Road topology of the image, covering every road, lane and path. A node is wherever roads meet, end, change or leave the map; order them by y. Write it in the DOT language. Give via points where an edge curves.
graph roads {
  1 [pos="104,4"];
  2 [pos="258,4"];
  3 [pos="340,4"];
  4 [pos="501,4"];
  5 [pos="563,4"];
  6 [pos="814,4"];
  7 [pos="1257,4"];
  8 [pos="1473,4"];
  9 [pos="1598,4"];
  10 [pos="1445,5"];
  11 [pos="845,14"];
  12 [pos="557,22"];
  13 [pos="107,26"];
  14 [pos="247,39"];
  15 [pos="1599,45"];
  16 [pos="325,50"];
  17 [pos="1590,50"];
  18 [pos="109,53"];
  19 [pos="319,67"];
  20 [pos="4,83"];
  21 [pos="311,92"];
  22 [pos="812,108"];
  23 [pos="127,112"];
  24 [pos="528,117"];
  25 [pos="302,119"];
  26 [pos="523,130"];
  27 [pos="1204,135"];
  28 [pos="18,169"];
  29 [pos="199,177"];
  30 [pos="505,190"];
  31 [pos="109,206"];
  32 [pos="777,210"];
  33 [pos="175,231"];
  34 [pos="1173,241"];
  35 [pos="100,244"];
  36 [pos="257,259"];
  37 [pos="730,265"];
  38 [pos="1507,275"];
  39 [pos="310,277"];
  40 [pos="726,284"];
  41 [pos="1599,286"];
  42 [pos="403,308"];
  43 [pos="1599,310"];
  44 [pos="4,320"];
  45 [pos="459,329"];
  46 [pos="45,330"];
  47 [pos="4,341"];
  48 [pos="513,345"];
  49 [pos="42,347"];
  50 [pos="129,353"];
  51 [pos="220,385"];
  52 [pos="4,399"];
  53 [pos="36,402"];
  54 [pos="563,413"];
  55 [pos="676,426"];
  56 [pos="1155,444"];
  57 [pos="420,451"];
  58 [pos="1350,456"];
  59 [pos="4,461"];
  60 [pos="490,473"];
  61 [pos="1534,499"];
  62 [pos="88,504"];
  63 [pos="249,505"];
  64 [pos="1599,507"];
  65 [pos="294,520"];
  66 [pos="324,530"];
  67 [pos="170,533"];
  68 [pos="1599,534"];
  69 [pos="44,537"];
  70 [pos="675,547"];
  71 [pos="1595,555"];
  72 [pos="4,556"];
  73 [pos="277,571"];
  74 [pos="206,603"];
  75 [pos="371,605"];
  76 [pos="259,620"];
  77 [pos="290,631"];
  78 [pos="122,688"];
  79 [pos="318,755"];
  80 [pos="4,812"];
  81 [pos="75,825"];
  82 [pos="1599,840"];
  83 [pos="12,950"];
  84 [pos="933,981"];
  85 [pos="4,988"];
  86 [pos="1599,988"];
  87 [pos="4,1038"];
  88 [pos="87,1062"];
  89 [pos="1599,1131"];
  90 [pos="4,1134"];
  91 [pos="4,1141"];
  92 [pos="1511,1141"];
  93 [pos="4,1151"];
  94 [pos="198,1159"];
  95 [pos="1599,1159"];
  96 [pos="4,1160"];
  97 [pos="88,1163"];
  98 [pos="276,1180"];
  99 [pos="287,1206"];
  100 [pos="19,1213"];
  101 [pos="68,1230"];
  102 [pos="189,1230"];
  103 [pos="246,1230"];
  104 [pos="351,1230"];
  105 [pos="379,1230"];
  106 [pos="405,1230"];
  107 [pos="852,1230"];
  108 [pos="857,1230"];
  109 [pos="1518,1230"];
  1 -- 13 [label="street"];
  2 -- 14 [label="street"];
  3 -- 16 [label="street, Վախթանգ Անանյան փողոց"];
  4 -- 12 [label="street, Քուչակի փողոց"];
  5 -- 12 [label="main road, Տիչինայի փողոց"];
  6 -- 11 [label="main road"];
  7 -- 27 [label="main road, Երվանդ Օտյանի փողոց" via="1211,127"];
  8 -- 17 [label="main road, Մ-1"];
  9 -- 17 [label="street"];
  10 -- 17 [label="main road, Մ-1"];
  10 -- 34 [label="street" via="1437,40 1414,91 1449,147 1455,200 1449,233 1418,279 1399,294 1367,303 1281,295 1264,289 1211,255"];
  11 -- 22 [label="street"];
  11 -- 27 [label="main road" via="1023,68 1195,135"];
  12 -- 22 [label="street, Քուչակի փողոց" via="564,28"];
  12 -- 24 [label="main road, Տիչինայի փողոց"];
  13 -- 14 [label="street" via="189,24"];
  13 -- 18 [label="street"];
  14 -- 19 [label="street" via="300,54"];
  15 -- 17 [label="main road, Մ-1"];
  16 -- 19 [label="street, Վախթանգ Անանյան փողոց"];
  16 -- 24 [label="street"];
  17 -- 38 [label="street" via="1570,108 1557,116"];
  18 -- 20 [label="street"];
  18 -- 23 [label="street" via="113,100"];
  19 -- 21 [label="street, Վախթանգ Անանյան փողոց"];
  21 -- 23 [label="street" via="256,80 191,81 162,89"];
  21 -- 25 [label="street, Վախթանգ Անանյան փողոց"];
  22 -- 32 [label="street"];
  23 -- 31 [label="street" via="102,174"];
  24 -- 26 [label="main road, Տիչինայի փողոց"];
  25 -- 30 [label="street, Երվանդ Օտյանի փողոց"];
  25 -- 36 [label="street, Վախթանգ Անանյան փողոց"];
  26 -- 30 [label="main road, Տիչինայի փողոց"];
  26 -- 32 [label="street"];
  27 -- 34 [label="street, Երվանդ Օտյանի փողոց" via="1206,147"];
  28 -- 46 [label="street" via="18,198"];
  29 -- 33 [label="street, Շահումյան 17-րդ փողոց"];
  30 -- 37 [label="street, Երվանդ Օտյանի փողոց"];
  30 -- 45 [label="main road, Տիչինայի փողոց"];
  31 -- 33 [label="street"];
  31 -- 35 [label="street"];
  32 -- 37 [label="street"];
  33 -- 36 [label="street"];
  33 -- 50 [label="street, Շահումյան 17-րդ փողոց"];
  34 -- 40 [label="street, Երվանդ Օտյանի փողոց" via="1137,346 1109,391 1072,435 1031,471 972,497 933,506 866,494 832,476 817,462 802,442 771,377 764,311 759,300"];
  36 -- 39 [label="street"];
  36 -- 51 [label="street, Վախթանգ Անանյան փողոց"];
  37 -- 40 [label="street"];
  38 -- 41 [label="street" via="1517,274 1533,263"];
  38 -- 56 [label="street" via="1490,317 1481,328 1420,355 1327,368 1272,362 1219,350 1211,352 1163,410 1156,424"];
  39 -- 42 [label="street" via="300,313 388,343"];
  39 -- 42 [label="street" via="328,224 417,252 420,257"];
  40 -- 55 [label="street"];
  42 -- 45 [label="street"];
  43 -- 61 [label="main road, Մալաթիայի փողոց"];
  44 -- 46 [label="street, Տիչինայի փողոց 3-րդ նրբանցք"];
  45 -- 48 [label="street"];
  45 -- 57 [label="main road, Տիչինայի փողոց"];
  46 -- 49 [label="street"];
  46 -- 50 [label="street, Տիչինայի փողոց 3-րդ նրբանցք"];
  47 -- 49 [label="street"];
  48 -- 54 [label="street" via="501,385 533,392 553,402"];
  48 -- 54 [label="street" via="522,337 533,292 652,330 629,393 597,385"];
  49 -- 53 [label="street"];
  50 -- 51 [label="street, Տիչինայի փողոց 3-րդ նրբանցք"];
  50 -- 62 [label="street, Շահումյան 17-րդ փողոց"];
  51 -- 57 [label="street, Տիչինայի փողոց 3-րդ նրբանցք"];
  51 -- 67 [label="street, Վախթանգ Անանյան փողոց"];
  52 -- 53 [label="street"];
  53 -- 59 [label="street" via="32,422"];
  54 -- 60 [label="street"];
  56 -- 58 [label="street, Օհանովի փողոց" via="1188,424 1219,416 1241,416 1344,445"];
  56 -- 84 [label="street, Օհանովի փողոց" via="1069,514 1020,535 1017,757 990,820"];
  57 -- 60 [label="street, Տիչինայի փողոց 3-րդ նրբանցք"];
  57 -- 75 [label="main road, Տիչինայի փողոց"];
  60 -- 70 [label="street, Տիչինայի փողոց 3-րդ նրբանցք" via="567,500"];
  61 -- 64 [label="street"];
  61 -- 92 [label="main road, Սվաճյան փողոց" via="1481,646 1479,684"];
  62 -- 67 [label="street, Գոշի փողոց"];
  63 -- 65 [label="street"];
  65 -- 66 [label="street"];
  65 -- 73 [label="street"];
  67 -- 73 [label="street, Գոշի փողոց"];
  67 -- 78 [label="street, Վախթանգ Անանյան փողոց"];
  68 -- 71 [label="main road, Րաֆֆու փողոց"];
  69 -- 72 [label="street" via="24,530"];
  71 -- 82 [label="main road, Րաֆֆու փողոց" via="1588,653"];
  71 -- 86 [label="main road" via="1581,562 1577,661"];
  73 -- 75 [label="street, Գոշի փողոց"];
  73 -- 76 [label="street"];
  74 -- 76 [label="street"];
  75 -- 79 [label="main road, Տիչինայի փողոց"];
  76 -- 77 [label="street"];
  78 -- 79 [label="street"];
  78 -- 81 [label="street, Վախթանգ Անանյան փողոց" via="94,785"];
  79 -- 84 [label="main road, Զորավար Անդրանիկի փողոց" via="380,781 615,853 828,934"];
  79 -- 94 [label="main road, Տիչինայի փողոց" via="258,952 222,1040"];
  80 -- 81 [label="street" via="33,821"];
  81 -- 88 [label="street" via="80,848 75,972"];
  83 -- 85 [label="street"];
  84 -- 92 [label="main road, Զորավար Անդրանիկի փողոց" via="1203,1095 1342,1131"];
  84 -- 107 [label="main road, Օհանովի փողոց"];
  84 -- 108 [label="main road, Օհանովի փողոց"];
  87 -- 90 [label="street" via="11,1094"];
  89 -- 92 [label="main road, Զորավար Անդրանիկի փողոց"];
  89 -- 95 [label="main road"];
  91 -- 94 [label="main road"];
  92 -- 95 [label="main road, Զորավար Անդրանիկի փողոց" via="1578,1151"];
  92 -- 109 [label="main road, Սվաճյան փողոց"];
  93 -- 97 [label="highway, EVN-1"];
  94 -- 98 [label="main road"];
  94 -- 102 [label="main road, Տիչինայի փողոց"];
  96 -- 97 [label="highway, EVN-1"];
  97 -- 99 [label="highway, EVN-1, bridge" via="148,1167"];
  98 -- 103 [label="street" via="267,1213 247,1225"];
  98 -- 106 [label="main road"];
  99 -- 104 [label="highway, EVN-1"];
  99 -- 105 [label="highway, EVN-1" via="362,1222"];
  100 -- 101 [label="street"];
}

_ _ _ _ _ _ _

Gather, from the listing above, every line carrying the word "Վախթանգ".

  3 -- 16 [label="street, Վախթանգ Անանյան փողոց"];
  16 -- 19 [label="street, Վախթանգ Անանյան փողոց"];
  19 -- 21 [label="street, Վախթանգ Անանյան փողոց"];
  21 -- 25 [label="street, Վախթանգ Անանյան փողոց"];
  25 -- 36 [label="street, Վախթանգ Անանյան փողոց"];
  36 -- 51 [label="street, Վախթանգ Անանյան փողոց"];
  51 -- 67 [label="street, Վախթանգ Անանյան փողոց"];
  67 -- 78 [label="street, Վախթանգ Անանյան փողոց"];
  78 -- 81 [label="street, Վախթանգ Անանյան փողոց" via="94,785"];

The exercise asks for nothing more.